Congress Street Up in Savannah

Congress Street Up in Savannah, a speakeasy connected to the American Prohibition Museum

Moonshine, Speakeasies and Blind Tigers: Georgia’s ‘Secret’ Drinking History

Georgia's relationship with alcohol is, well, complicated. Get a taste of it at these places around the state.

Georgia has always had a love-hate relationship with alcohol. It was founded as a dry colony in 1733. In 1908, prohibition was passed statewide, a full 10 years before the 18th Amendment was ratified nationally.

But Georgians didn’t move to temperance easily. After the 1908 vote, Savannahians were so angry they pushed to secede and form the State of Chatham.

In North Georgia, moonshiners built souped-up Fords to evade authorities chasing them through the mountainous backroads. Those high-speed chases grew into the much-loved sport of stock car racing and NASCAR. Catch a modern-day chase at Atlanta Motor Speedway.

Making moonshine began as a respected way for a poor farm family to make a few bucks, but it turned into an illegal activity when moonshiners refused to pay the taxes on their ‘shine during the Civil War. When alcohol was outlawed altogether, moonshiners took on a gangster type of persona.

Moonshine revival

History tends to come full circle, and today, moonshine is enjoying a respected revival. Georgia has several legal distilleries and a few moonshine festivals.

Moonshine Cruiz-In in Hiawassee, Georgia
Moonshine Cruiz-In in Hiawassee, Georgia

In July, the Moonshine Cruize-In in Hiawassee combines a 60-mile ride through the mountain roads with a festival in the mountains. In addition to traditional festival fare, see a real moonshine still in the woods and sip a little homemade spirits.

Related: 52+ things to do in Hiawassee on beautiful Lake Chatuge

American Prohibition Museum

American Prohibition Museum in Savannah, Georgia
American Prohibition Museum in Savannah, Georgia

Although there are several museums and festivals dedicated to moonshine in Georgia, there is only one Prohibition Museum. The American Prohibition Museum is located exactly where you would expect it: Savannah. Take a trip through history to truly understand how the anti-alcohol movement came into vogue in the early 1900s and the impact the 18th Amendment had on the country.

Congress Street Up cocktail
Congress Street Up cocktail

Afterward, belly up to the bar at Congress Street Up, a period-authentic speakeasy attached to the museum that serves Prohibition-era drinks. Children are welcome to enjoy a mocktail during museum hours, but this turns into a true bar in the evenings.

Modern Speakeasies

Savannah also has modern-day speakeasies.

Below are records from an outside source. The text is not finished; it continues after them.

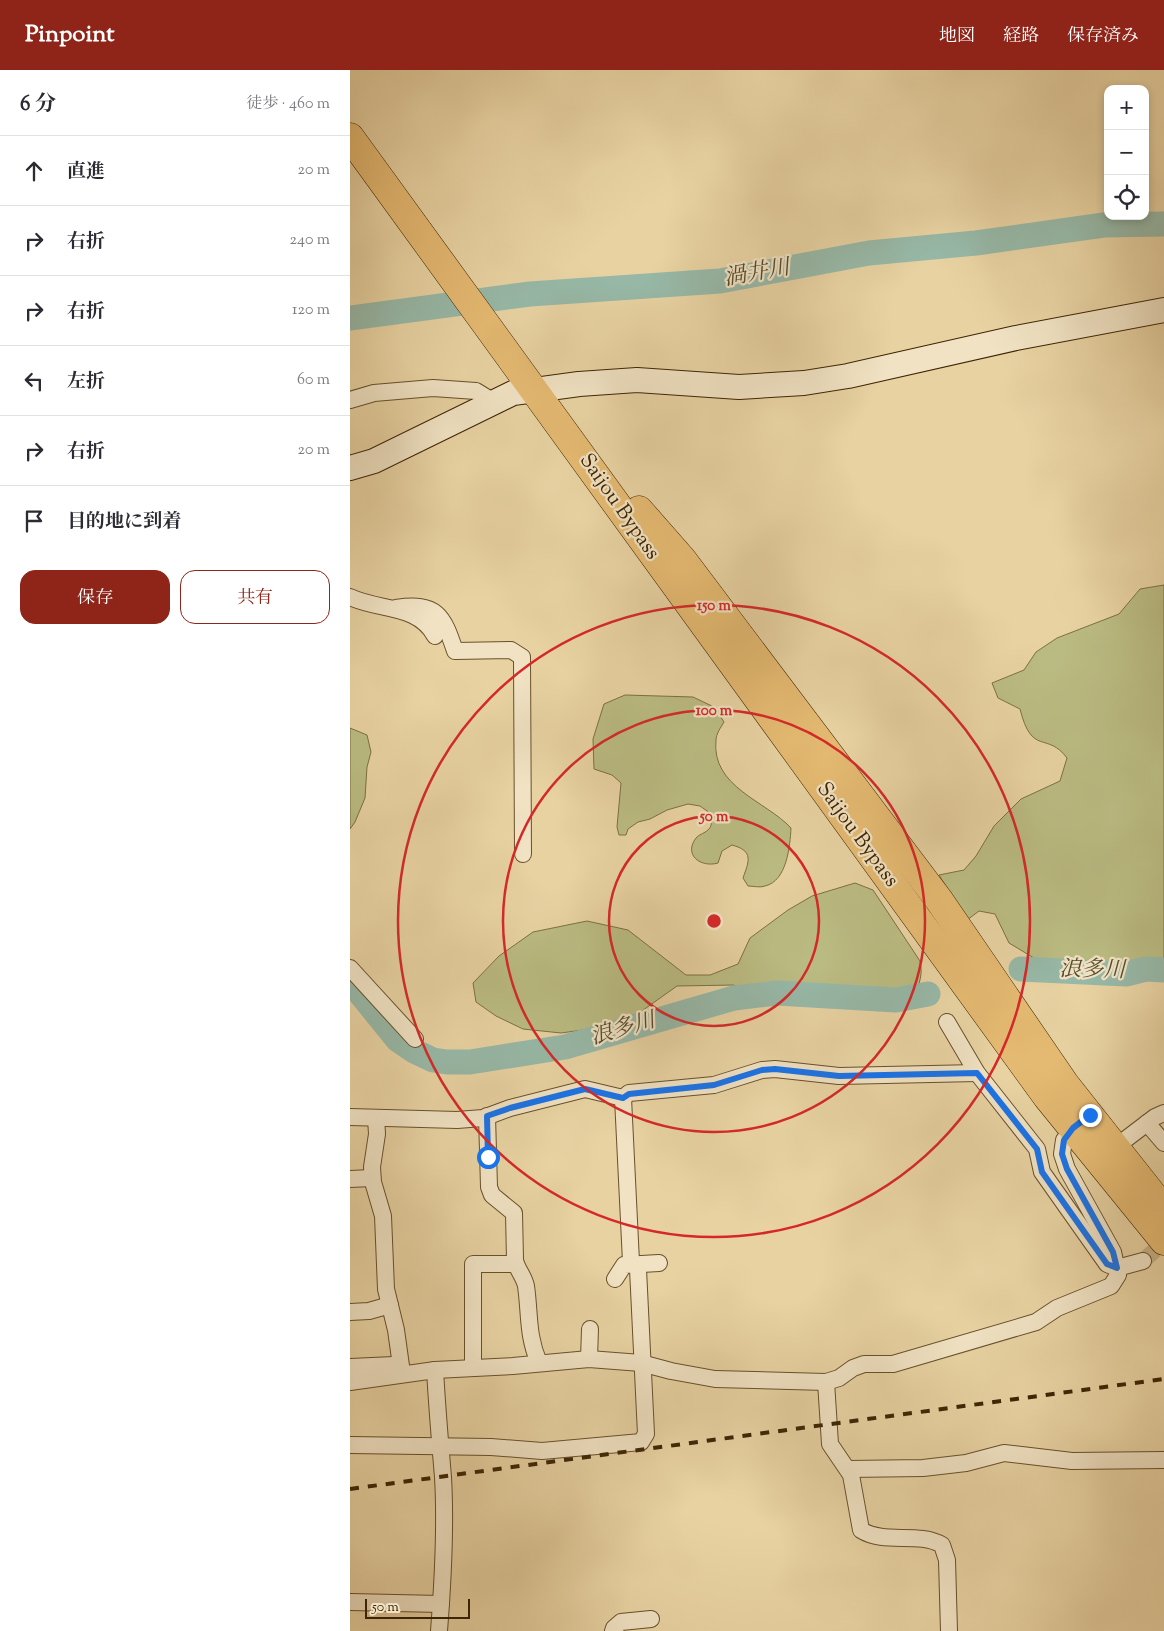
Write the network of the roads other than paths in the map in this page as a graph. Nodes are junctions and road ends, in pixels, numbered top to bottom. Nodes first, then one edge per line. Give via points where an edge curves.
1 (350, 137) edge
2 (1164, 310) edge
3 (528, 380) junction
4 (350, 400) edge
5 (494, 402) junction
6 (350, 468) edge
7 (350, 597) edge
8 (396, 608) junction
9 (435, 636) dead end
10 (523, 854) dead end
11 (350, 968) edge
12 (947, 1022) dead end
13 (415, 1039) dead end
14 (977, 1073) junction
15 (623, 1098) junction
16 (1164, 1113) edge
17 (487, 1116) junction
18 (350, 1118) edge
19 (376, 1118) junction
20 (1081, 1122) junction
21 (1147, 1123) junction
22 (1164, 1143) edge
23 (1107, 1154) junction
24 (372, 1178) junction
25 (350, 1179) edge
26 (1164, 1209) edge
27 (1164, 1241) edge
28 (1143, 1261) tunnel mouth
29 (632, 1263) junction
30 (659, 1263) dead end
31 (516, 1264) junction
32 (1117, 1268) junction
33 (615, 1279) dead end
34 (390, 1304) junction
35 (350, 1312) edge
36 (590, 1329) dead end
37 (589, 1359) junction
38 (540, 1363) junction
39 (641, 1363) junction
40 (350, 1367) edge
41 (473, 1367) junction
42 (402, 1369) junction
43 (435, 1370) junction
44 (350, 1382) edge
45 (826, 1382) junction
46 (350, 1445) edge
47 (439, 1446) junction
48 (1164, 1460) edge
49 (848, 1469) junction
50 (350, 1602) edge
51 (441, 1604) junction
52 (651, 1619) dead end
53 (439, 1631) edge
54 (613, 1631) edge
55 (949, 1631) edge

1 - 3 highway, Saijou Bypass
2 - 3 street via 804,383 739,387 637,380
3 - 5 street via 513,393
3 - 20 highway, Saijou Bypass via 1047,1097
4 - 5 street via 393,390 433,388 476,391
5 - 6 street via 374,461
7 - 8 street
8 - 9 street via 424,621
8 - 10 street via 426,607 438,614 445,622 455,651 511,650 522,657
11 - 13 street
12 - 14 street
14 - 15 street via 839,1076 775,1069 714,1085 629,1094
14 - 32 street via 1037,1149 1042,1172 1107,1264
15 - 17 street via 585,1089
15 - 29 street
16 - 21 street
17 - 19 street via 457,1120
17 - 31 street via 489,1187 492,1195 514,1213
18 - 19 street
19 - 24 street
20 - 23 highway, Saijou Bypass
20 - 32 street via 1064,1140 1062,1154 1113,1252
21 - 22 street
21 - 23 street
23 - 26 highway, Saijou Bypass
23 - 27 highway, Saijou Bypass
24 - 25 street
24 - 34 street via 383,1216 384,1274
28 - 32 street
29 - 30 street
29 - 33 street via 624,1265
29 - 39 street via 638,1268
31 - 38 street via 524,1279 532,1345
31 - 41 street via 473,1264
32 - 45 street via 1118,1275 1111,1286 1057,1308 1036,1322 893,1364 864,1364
34 - 35 street via 369,1311
34 - 42 street
36 - 37 street
37 - 38 street
37 - 39 street
38 - 41 street
39 - 45 street via 715,1379
39 - 47 street via 646,1434 641,1442 542,1451
40 - 42 street
41 - 43 street
42 - 43 street
42 - 44 street
43 - 47 street
45 - 49 street via 830,1444
46 - 47 street
47 - 51 street via 443,1477
48 - 49 street via 1072,1461 1004,1453 966,1463 923,1468
49 - 55 street via 861,1530 875,1536 927,1540 942,1546 947,1560
50 - 51 street
51 - 53 street
52 - 54 street via 621,1622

Patrons must secure a special key to enter the Mata Hari, where they serve absinthe the traditional way by pouring it over a sugar cube then lighting the cube on fire.

Eleanor’s is another speakeasy in Georgia that is hidden behind what looks like a walk-in cooler for Muss & Turner’s Deli in Smyrna. Named for a favorite employee Eleanor Seale, this luxe little joint is known for its afternoon delights menu as much as for the booze.

The Speakeasy Bookstore in Hampton is a coffee house, not a bar, but if you ask the owners nicely, they just might take you down to the basement to see the once-thriving speakeasy with its original Chicago brick floors. It's mostly used for storage now, but it’s not hard to imagine it as a rockin' nightclub during the height of Prohibition.

The Perfect Soundtrack: Jazz

Blue Ridge Mountains Wine and Jazz Festival
Blue Ridge Mountains Wine and Jazz Festival

Often, the code word for entering a speakeasy was a request to see the "blind tiger." More often than not, instead of an animal, you’d be entertained by great music. Prohibition and speakeasies are tightly woven into the fabric of jazz, and Georgia has some amazing places to see the best modern jazz in the world, starting with the Atlanta Jazz Festival held each Memorial Day weekend in Piedmont Park. In September, head to North Georgia for the Blue Ridge Wine and Jazz Festival and then to the Savannah Jazz Festival, held in several venues, including the Ships of the Sea Maritime Museum.

For those who don’t want to wait for a yearly event, the High Museum of Art in Atlanta hosts monthly Jazz Nights.